今日で春臣が主役としてやっていたドラマがクランクアップとなった。盛大な拍手の中、大きな花束を渡された春臣は普段プライベートでは滅多に見ることのできない満面の笑みを浮かべる。
「ドラマの撮影はとても大変でしたがここまでこれたのはスタッフの皆さん、監督、そして俳優陣のみなさんの支えがあってこそでした。そんなドラマの撮影もあっという間に終わってしまい...終わってしまった今となっては寂しさが込み上げて...---」
スラスラと口から出てくるのはお涙頂戴もののありきたりな“セリフ”だった。
この場にいる全員がそれが演技だとも気がつかないで聞いて涙ぐんでいる。
-あぁ、やっぱり俺の演技は完璧だ。...なのに、なんで主役降板なんかされなくちゃいけないんだ。

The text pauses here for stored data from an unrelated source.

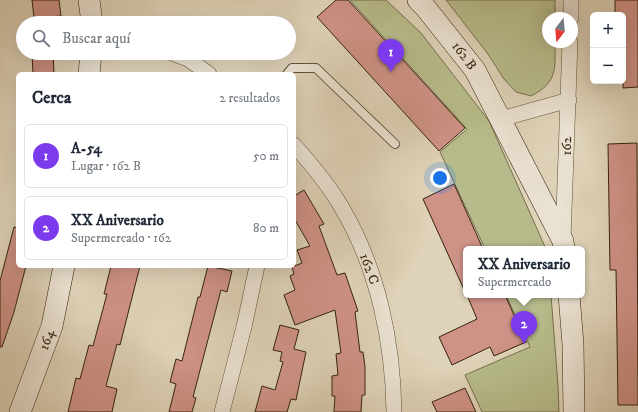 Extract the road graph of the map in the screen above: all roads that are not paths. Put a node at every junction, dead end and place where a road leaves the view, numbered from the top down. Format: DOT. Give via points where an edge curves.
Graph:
graph roads {
  1 [pos="89,0"];
  2 [pos="418,0"];
  3 [pos="571,0"];
  4 [pos="571,12"];
  5 [pos="91,16"];
  6 [pos="570,48"];
  7 [pos="90,60"];
  8 [pos="189,60"];
  9 [pos="89,72"];
  10 [pos="206,72"];
  11 [pos="289,72"];
  12 [pos="569,100"];
  13 [pos="501,119"];
  14 [pos="395,144"];
  15 [pos="296,148"];
  16 [pos="564,245"];
  17 [pos="64,268"];
  18 [pos="257,268"];
  19 [pos="568,298"];
  20 [pos="20,412"];
  21 [pos="222,412"];
  22 [pos="394,412"];
  23 [pos="574,412"];
  1 -- 5 [label="main road"];
  2 -- 13 [label="main road, 162 B" via="475,70"];
  3 -- 4 [label="street"];
  6 -- 12 [label="street, 162"];
  7 -- 9 [label="main road"];
  8 -- 10 [label="street"];
  11 -- 14 [label="lane" via="292,68 316,68"];
  12 -- 13 [label="street"];
  12 -- 16 [label="street, 162"];
  13 -- 16 [label="main road, 162 B"];
  15 -- 22 [label="street, 162 C" via="321,177 342,208 365,256 381,305 388,342"];
  17 -- 20 [label="main road, 164" via="52,326"];
  18 -- 21 [label="street"];
  19 -- 23 [label="main road" via="573,344"];
}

思い浮かぶのはつい先日知らされた主役降板の件について。いまだに春臣は納得がいかなかったが、それをぶつけることも叶わず心の中に蟠りだけが残っていた。
あの後、家に帰れば心配した京太に無言で抱きしめられた。そんな京太を見てしっかりしなければと春臣は胸に誓うが、だからと言って不満が解消するわけもなく。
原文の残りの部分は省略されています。